Bates Barbara E, Kurichi Jibby E, Marshall Clifford R, Reker Dean, Maislin Greg, Stineman Margaret G
Physical Medicine Service, VAMC Albany, NY 12208, USA.
Arch Phys Med Rehabil. 2007 Oct;88(10):1249-55. doi: 10.1016/j.apmr.2007.06.018.
To determine if the presence of specialized rehabilitation units (SRUs) within Veterans Affairs medical centers (VAMC) influences access to rehabilitation services.
Retrospective cohort analysis.
Two types of VAMCs: those with and without SRUs.
Veterans with lower-extremity amputations discharged from VAMCs between October 1, 2002, and September 30, 2003. There were a total of 2375 veterans with amputations: 99% were men; and 60% had transtibial, 40% had transfemoral, and less than 1% had hip disarticulation amputations. Nine hundred sixty-six patients (41%) were seen at a VAMC with an SRU.
Not applicable.
Level of service provided expressed as: no evidence of rehabilitation during the hospitalization, generalized rehabilitation through consultation only, or admission to an SRU.

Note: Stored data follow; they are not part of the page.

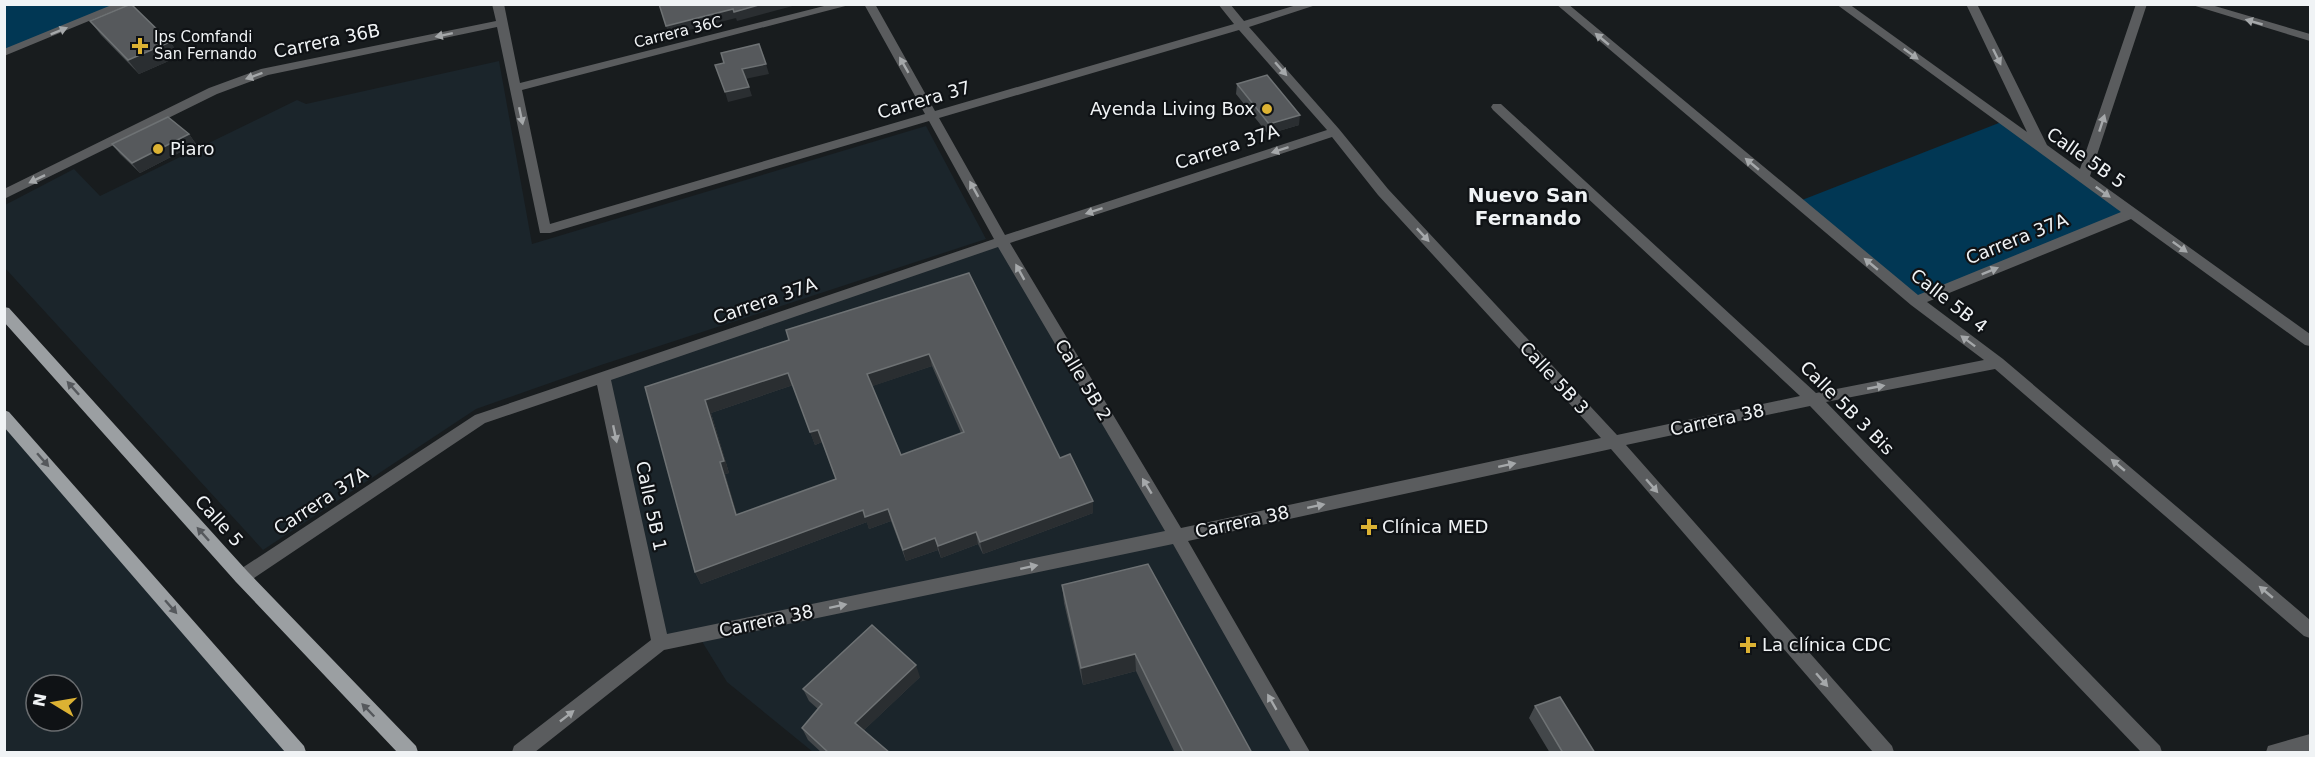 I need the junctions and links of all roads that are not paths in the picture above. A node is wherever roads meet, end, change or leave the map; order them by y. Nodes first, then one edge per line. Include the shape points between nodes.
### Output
1 (498, 4) edge
2 (848, 4) edge
3 (869, 4) edge
4 (1223, 4) edge
5 (1314, 4) edge
6 (1561, 4) edge
7 (1841, 4) edge
8 (1971, 4) edge
9 (2142, 4) edge
10 (2194, 4) edge
11 (123, 5) edge
12 (502, 22) junction
13 (1243, 24) junction
14 (2310, 38) edge
15 (4, 54) edge
16 (515, 88) junction
17 (1497, 107) dead end
18 (933, 116) junction
19 (1335, 132) junction
20 (2042, 149) junction
21 (2084, 178) junction
22 (4, 195) edge
23 (2132, 213) junction
24 (1002, 241) junction
25 (1916, 302) junction
26 (4, 312) edge
27 (2310, 341) edge
28 (1998, 363) junction
29 (603, 377) junction
30 (1813, 399) junction
31 (4, 416) edge
32 (1614, 442) junction
33 (1177, 536) junction
34 (242, 577) junction
35 (2310, 630) edge
36 (660, 643) junction
37 (2310, 742) edge
38 (297, 753) edge
39 (409, 753) edge
40 (521, 753) edge
41 (1301, 753) edge
42 (1885, 753) edge
43 (2152, 753) edge
44 (2275, 753) edge

1 - 12 street
2 - 16 street, Carrera 36C
18 -> 3 street, Calle 5B 2
4 - 13 street, Calle 5B 3
5 - 13 street, Carrera 37
25 -> 6 street, Calle 5B 4
7 -> 20 street, Calle 5B 5
8 -> 20 street
21 -> 9 street
14 -> 10 street
15 -> 11 street
12 - 16 street
12 -> 22 street, Carrera 36B via 265,72 213,91
13 - 18 street, Carrera 37
13 -> 19 street, Calle 5B 3
16 -> 18 street, Carrera 37 via 545,230
17 - 30 street, Calle 5B 3 Bis
24 -> 18 street, Calle 5B 2
19 -> 24 street, Carrera 37A
19 -> 32 street, Calle 5B 3 via 1383,192
20 - 21 street, Calle 5B 5
21 -> 23 street, Calle 5B 5
25 -> 23 street, Carrera 37A
23 -> 27 street, Calle 5B 5
24 - 29 street, Carrera 37A
33 -> 24 street, Calle 5B 2
28 -> 25 street, Calle 5B 4
34 -> 26 main road, Calle 5
30 -> 28 street, Carrera 38
35 -> 28 street, Calle 5B 4
29 - 34 street, Carrera 37A via 480,419
29 -> 36 street, Calle 5B 1
30 - 32 street, Carrera 38
30 - 43 street, Calle 5B 3 Bis
31 -> 38 main road
33 -> 32 street, Carrera 38
32 -> 42 street, Calle 5B 3
36 -> 33 street, Carrera 38
41 -> 33 street, Calle 5B 2
39 -> 34 main road, Calle 5
40 -> 36 street, Carrera 38
37 - 44 street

There were no differences between patients treated at facilities with SRUs and those treated in a facility without SRU beds with respect to age, sex, marital status, source of hospital admission, or level of amputation (all P<.05). Patients with lower initial FIM instrument scores were more likely to be treated in facilities with SRUs, and to have longer lengths of acute hospitalization (P<.01). Patients at facilities with an SRU compared with those without an SRU had comparable likelihoods of being seen for an initial rehabilitation consultation (75% vs 74%, P=.56), but were more likely to be admitted for high intensity specialty rehabilitation services (26% vs 11%, P<.01).
Although the majority of patients were seen in consultation, structural differences in service availability among clinically similar populations appear to be causing access disparities to specialized rehabilitation among amputees in the VAMC setting. The implication of these differences with regard to patient outcomes will need to be determined.
确定退伍军人事务医疗中心(VAMC)内专科康复单元(SRU)的存在是否会影响康复服务的可及性。
回顾性队列分析。
两类VAMC:设有和未设有SRU的。
2002年10月1日至2003年9月30日期间从VAMC出院的下肢截肢退伍军人。共有2375名截肢退伍军人:99%为男性;60%为经胫骨截肢,40%为经股骨截肢,不足1%为髋关节离断截肢。966名患者(41%)在设有SRU的VAMC接受治疗。
不适用。
所提供的服务水平表示为:住院期间无康复迹象、仅通过会诊进行一般康复或入住SRU。
在设有SRU的机构接受治疗的患者与在没有SRU床位的机构接受治疗的患者在年龄、性别、婚姻状况、入院来源或截肢水平方面均无差异(所有P<0.05)。初始FIM工具评分较低的患者更有可能在设有SRU的机构接受治疗,且急性住院时间更长(P<0.01)。与没有SRU的机构相比,设有SRU的机构的患者接受初次康复会诊的可能性相当(75%对74%,P = 0.56),但更有可能被收治接受高强度专科康复服务(26%对11%,P<0.01)。
尽管大多数患者接受了会诊,但临床相似人群中服务可及性的结构差异似乎导致了VAMC环境中截肢患者获得专科康复的机会不平等。这些差异对患者结局的影响有待确定。